The “Making Open Data Real” Consultation document is at http://data.gov.uk/sites/default/files/Open%20Data%20consultation%20August%202011.pdf, and the main page is at http://data.gov.uk/opendataconsultation. I wasn’t very happy with the way of making responses online (and some of the existing responses don’t seem particularly strong), so I decided to email my response, and to include it on this blog. The remainder of this post is copied from the Sent Message…
I have some comments in response to this consultation.
Section 1 (Glossary)
1Q2: What tests should be applied to decide on openness? Response: it seems appropriate to use an initial presumption of openness, then to use the FoI (and/or EIR as appropriate) exemptions and exceptions as guides. However, these are confusing and sometimes apparently contradictory, so if the whole lot could be simplified, this would be good. But they MUST be consistent with one another.
1Q3 is very poorly written as a question: “3. If the costs to publish or release data are not judged to represent value for money, to what extent should the requestor be required to pay for public services data, and under what circumstances?” Response: first, “are not judged” begs the question “by whom?”. Presumably this means “If the authority judges that the costs… are not vfm, to what extent should the requester be required to pay…?”. There need in the first place to be firm guidelines on the type of data that should be published, costly or not (cost in this case probably relates either to the IT implementation or the cost of cleaning up the information for release). Secondly, these are not FoI requests, for which an existing regime applies; this is about proactive publishing. The “requester” is the people as a whole, and the Government.
1Q5: “What would be appropriate mechanisms to encourage or ensure publication of data by public service providers?” A staged process starting from encouragement, through defining best practice, through to statutory requirement, would seem appropriate.

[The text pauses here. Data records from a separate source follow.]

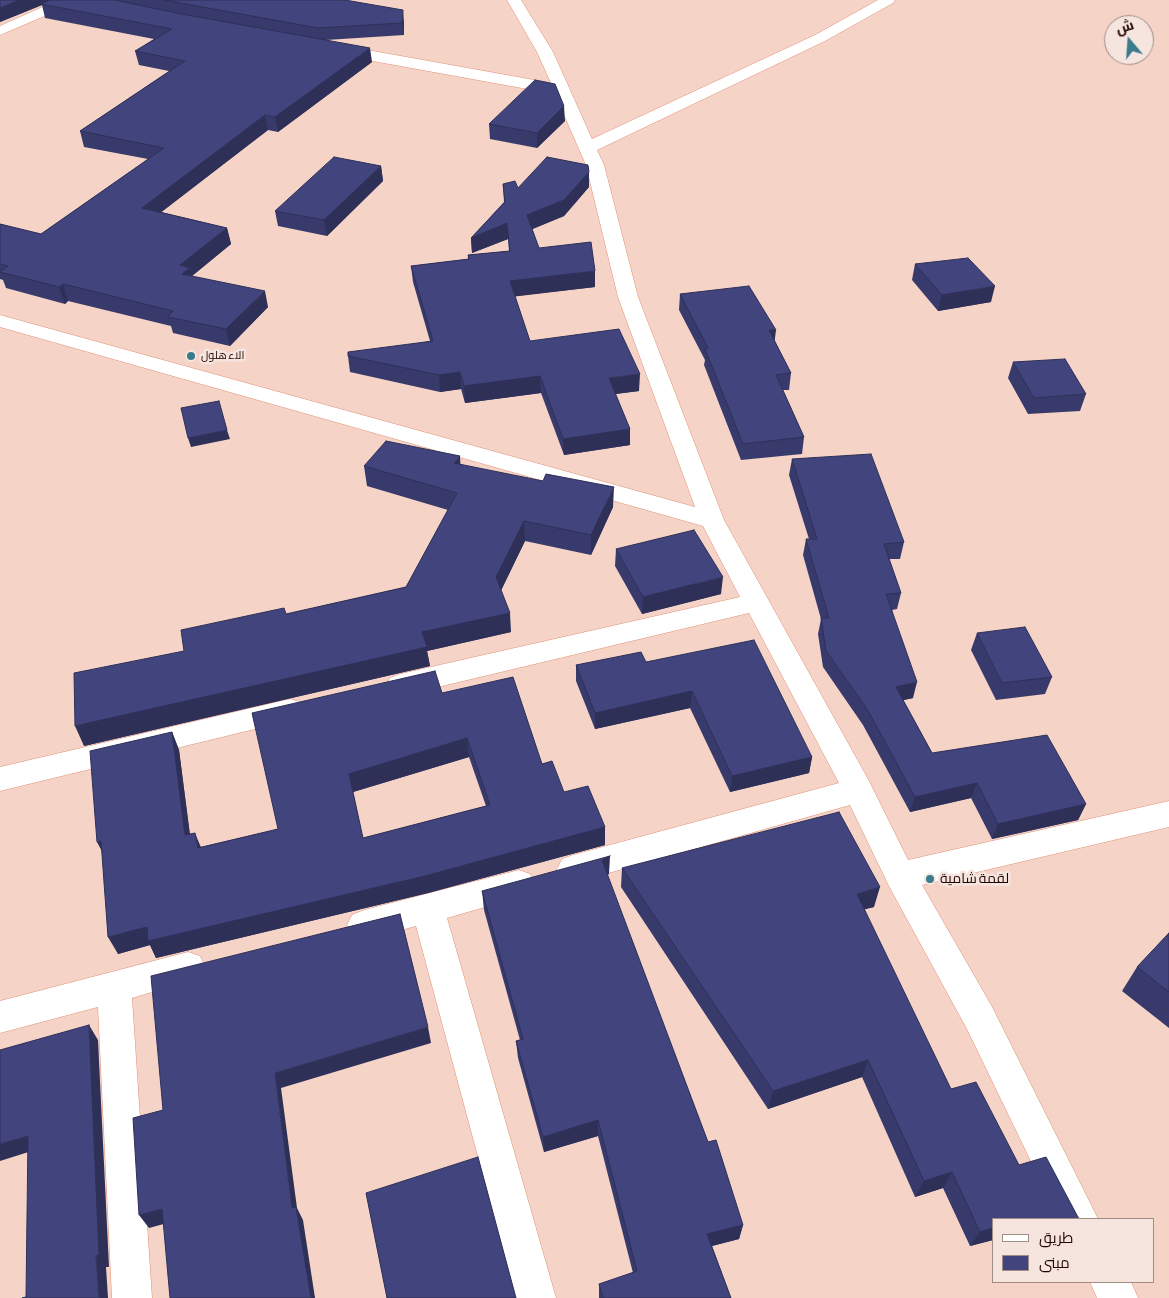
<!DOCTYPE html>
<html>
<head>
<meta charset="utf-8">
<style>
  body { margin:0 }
  #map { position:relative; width:1169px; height:1298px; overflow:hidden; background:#f5d3c7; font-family:"Asap Condensed",Cairo,sans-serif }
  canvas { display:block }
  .legend { position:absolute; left:992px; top:1218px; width:162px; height:65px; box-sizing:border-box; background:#f6e4de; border:1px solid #a18b85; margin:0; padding:6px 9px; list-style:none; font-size:15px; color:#210600 }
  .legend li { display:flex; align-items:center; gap:10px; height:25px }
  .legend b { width:25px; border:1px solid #a18b85 }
  .north { position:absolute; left:1104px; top:15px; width:50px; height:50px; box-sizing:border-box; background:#f6e4de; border:1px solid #a18b85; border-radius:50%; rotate:342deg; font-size:14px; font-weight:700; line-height:20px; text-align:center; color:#210600 }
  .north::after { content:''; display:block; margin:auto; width:18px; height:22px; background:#3a7b8d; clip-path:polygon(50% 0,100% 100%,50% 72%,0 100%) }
</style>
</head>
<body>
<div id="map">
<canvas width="1169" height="1298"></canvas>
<ul class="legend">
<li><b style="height:6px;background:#fff"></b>طريق</li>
<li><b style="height:14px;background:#41447d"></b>مبنى</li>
</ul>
<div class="north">ش</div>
</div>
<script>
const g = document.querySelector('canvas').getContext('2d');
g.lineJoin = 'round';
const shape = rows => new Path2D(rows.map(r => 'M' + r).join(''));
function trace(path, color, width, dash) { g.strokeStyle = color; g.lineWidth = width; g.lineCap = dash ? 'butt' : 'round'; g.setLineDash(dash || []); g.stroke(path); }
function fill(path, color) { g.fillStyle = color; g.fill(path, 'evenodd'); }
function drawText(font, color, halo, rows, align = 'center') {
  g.font = font + ' "Asap Condensed",Cairo,sans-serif'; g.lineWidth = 5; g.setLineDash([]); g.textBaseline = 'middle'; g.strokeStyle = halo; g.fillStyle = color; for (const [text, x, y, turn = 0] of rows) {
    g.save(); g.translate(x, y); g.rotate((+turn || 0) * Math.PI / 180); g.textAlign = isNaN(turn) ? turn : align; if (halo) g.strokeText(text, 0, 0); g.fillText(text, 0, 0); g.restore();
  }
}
const minor = shape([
  [507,0,521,0,553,52,592,139,815,35,878,0,895,0,893,3,825,41,597,150,604,165,638,297,724,520,869,781,908,860,1169,801,1169,827,922,885,991,1005,1098,1219,1059,1219,967,1029,889,886,850,805,573,883,562,879,557,869,562,859,573,855,839,783,749,613,400,696,390,692,386,685,390,678,400,674,740,597,703,526,0,327,0,315,695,507,618,297,586,165,555,94,334,54,329,52,326,49,329,46,334,44,551,83,537,52,507,0],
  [290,699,300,702,304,710,300,718,0,791,0,767,290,699],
  [519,870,530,874,535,884,530,894,447,918,556,1298,516,1298,416,926,364,940,352,935,347,925,352,915,364,910,519,870],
  [188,952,200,956,205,967,200,978,132,998,152,1298,112,1298,98,1007,0,1033,0,1001,188,952],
  [1090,1282,1131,1282,1138,1298,1097,1298,1090,1282]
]);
const tertiary = shape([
  [58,0,77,0,75,3,0,35,0,26,58,0]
]);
const wall = shape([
  [0,0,345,0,404,22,404,35,326,40,372,62,278,132,268,130,161,212,227,228,231,244,192,276,268,307,230,346,173,333,171,326,68,301,65,304,6,288,3,280,0,279,0,224,41,234,148,159,84,147,80,131,169,71,139,65,135,51,154,39,45,18,42,5,0,22],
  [565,121,537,148,490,139,489,124],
  [381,166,383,181,327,236,278,226,275,211],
  [503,184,518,188,589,187,564,216,532,229,539,248,595,287,515,296,530,341,639,391,615,394,630,429,630,445,564,455,541,393,465,403,461,389,440,392,350,372,348,356,430,341,413,282,411,266,468,259,468,255,509,251,508,239,472,253,471,238,504,202],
  [915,264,991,302,938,311,912,280],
  [680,294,774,340,791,373,789,390,783,390,804,437,802,454,741,460,704,365,705,360,679,310],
  [1013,362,1086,394,1080,411,1028,414,1008,378],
  [792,459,904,542,900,559,889,559,901,593,897,609,892,610,913,698,903,700,932,753,1086,804,1078,820,992,839,971,798,910,812,863,725,823,667,818,634,821,619,803,555,806,539,809,539,789,475],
  [364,466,613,507,591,555,525,541,501,590,511,632,427,651,430,666,84,746,184,651,286,614,406,587,448,510,367,486],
  [616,549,721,594,642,614,615,566],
  [977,633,1052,677,1045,694,996,700,971,650],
  [646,662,812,757,809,773,730,792,690,708,595,729,576,681,576,665],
  [442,693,542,764,564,792,605,827,605,845,428,893,156,958,150,945,118,954,172,732,179,750,190,834,201,847,278,829],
  [469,757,486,806,363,838,353,792],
  [622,868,874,907,864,909,993,1219,993,1240,970,1246,943,1188,915,1197,862,1077,768,1109,621,887],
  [609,874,607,875,708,1142,743,1225,739,1239,712,1246,731,1298,599,1298,599,1284,633,1273,598,1136,544,1152,518,1058,516,1041,520,1040,484,910,482,891],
  [1169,933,1169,1028,1122,991,1137,967]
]);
const shadedWall = shape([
  [20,0,54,0,41,4,42,5,0,22,0,8],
  [403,10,404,22,404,35,402,23],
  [370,48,372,62,278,132,275,117],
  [564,106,565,121,537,148,537,133],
  [265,115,268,130,146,224,142,208],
  [381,166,383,181,327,236,324,220],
  [589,172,589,187,564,216,528,231,527,215],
  [507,223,508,239,472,253,471,238],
  [227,228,231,244,192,276,186,290,180,265],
  [595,271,595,287,511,297,510,281],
  [63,284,68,301,65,304,59,287],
  [995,286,991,302,938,311,942,295],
  [265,291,268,307,230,346,226,329],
  [769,330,776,330,774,346],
  [460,372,461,389,440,392,439,375],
  [640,374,639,391,608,395,609,378],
  [540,376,541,393,465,403,464,386],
  [630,429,630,445,564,455,563,439],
  [227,430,230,439,191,447,188,438],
  [460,456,461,476,454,463],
  [614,487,613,507,591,555,591,535],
  [524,521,525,541,498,597,496,577],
  [723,577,721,594,642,614,643,597],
  [510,613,511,632,427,651,430,666,84,746,75,726,422,632],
  [917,682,913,698,891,703,896,687],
  [692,691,690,708,595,729,595,713],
  [172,732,179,750,192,853,185,835],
  [467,738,469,757,353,792,349,774],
  [812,757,809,773,730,792,732,776],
  [977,783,971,798,910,812,915,797],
  [1086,804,1078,820,992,839,998,824],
  [605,827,605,845,428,893,156,958,150,945,118,954,108,937,147,927],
  [195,833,202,850,198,848],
  [101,841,106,859,97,842],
  [610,856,609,874,601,878,602,860],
  [880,887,874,907,851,913,857,894],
  [89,1025,98,1040,109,1267,106,1267,108,1298,99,1298,96,1256],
  [428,1027,431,1043,281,1088,297,1208,303,1220,315,1298,311,1298,292,1208,275,1073],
  [868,1060,862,1077,768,1109,773,1091],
  [598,1120,598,1136,544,1152,543,1137],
  [28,1136,38,1149,0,1161,0,1144],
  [952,1172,943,1188,915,1197,924,1181],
  [162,1209,171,1222,149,1228,139,1215],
  [743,1225,739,1239,704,1248,707,1234],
  [993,1228,993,1240,970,1246,980,1232]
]);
const building = shape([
  [0,0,20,0,0,8,0,0],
  [50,0,115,0,176,13,370,48,275,117,265,115,142,208,227,228,180,265,190,268,182,274,265,291,226,329,168,317,173,311,63,284,59,287,0,272,8,266,0,264,0,224,41,234,164,148,80,131,185,61,135,51,172,29,41,4,50,0],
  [164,0,345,0,403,10,402,23,318,28,164,0],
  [535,80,555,84,564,106,537,133,489,124,535,80],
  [334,157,381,166,324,220,275,211,334,157],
  [547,157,588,165,589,172,564,200,527,215,539,248,591,242,595,271,510,281,530,341,619,329,640,374,609,378,630,429,563,439,540,376,464,386,460,372,439,375,348,356,348,352,433,341,411,266,469,259,468,255,510,251,507,223,471,238,505,202,503,184,515,181,518,188,547,157],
  [968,258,995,286,942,295,915,264,968,258],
  [749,286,776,330,769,330,791,373,776,375,804,437,743,444,705,349,708,348,680,294,749,286],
  [1065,359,1086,394,1034,398,1013,362,1065,359],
  [219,401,227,430,188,438,181,408,219,401],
  [386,441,460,456,454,463,543,481,546,474,614,487,591,535,524,521,496,577,510,613,422,632,427,647,75,726,74,673,184,651,181,630,284,608,286,614,406,587,457,493,364,466,386,441],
  [871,454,904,542,884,544,901,593,886,594,917,682,896,687,932,753,1047,735,1086,804,998,824,977,783,915,797,867,709,826,651,821,618,829,618,806,539,817,539,792,459,871,454],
  [694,530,723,577,643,597,616,549,694,530],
  [1025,627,1052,677,1002,683,977,633,1025,627],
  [754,640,812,757,732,776,692,691,595,713,576,665,641,652,646,662,754,640],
  [435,671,442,693,513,677,542,764,552,761,564,792,588,786,605,827,425,876,148,941,147,927,108,937,101,841,97,842,90,751,172,732,185,835,195,833,198,848,278,829,252,713,435,671],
  [467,738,490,805,363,838,349,774,467,738],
  [839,812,880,887,857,894,951,1089,976,1082,1019,1165,1046,1157,1079,1219,993,1219,993,1228,980,1232,952,1172,924,1181,868,1060,773,1091,622,868,839,812],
  [610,856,602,860,708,1142,716,1140,743,1225,707,1234,731,1298,603,1298,599,1284,637,1271,598,1120,543,1137,516,1041,523,1039,482,891,610,856],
  [400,914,428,1027,275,1073,292,1208,296,1207,311,1298,170,1298,162,1209,139,1215,133,1118,163,1110,151,976,400,914],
  [1169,933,1169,992,1137,967,1169,933],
  [89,1025,99,1255,96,1256,99,1298,22,1298,26,1297,28,1136,0,1144,0,1050,89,1025],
  [478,1157,516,1298,387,1298,366,1193,478,1157]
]);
const markers = [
  [191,356,5,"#3a7b8d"],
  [930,879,5,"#3a7b8d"]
];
const farPoinames = [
  ["الاء هلول",201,356]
];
const poiNames = [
  ["لقمة شامية",940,879]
];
trace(minor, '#e09075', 1);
trace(tertiary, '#e09075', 1);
fill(minor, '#fff');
fill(tertiary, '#fff');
fill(wall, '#383a6c');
fill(shadedWall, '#2e3058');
fill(building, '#41447d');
trace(building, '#2e3058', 1);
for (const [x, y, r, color] of markers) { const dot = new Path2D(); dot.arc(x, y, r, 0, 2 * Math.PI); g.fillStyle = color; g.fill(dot); trace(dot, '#f6e4de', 2); }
drawText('11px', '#210600', '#f6e4de', farPoinames, 'left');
drawText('14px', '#210600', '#f6e4de', poiNames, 'left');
</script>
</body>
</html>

8.7Q1 see response to 1Q5.
8.7Q2 The Information Commissioner should have enhanced powers to act in the area of data publication; this is especially preferable to creating a new body who would inevitably clash with ICO rulings. But regulation etc should not be part of the ICO’s remit; the current structure works reasonably well in the UK, and appears to work surprisingly well in Scotland as well 9with its own SIC but using the ICO for Data Protection issues).
8.7Q3 There are of course increased risks to privacy when opening up data. Data Protection principles and legislation should continue to apply. However, the ability to combine otherwise non-disclosive information and gain a high degree of re-identification would increase as more datasets are released and can be cross-referenced. I don’t know the extent to which this applies now, but (with careful wording) it should be an offence to identify individuals from anonymised datasets.
8.7Q4 There will of course be resource requirements, especially at first. However, once systems are in place costs may reduce to below current costs. This is because publishing Open Data requires quality data, and will (or should) have additional quality control mechanisms through public scrutiny (the “many eyes” principle). Poor quality data is a major source of costs in organisations, so better quality data will reduce costs. Cost savings will increase as other external data sources can increasingly be relied on, innovation opportunities will occur and the benefits of Open Data can be felt within the government as well as outside.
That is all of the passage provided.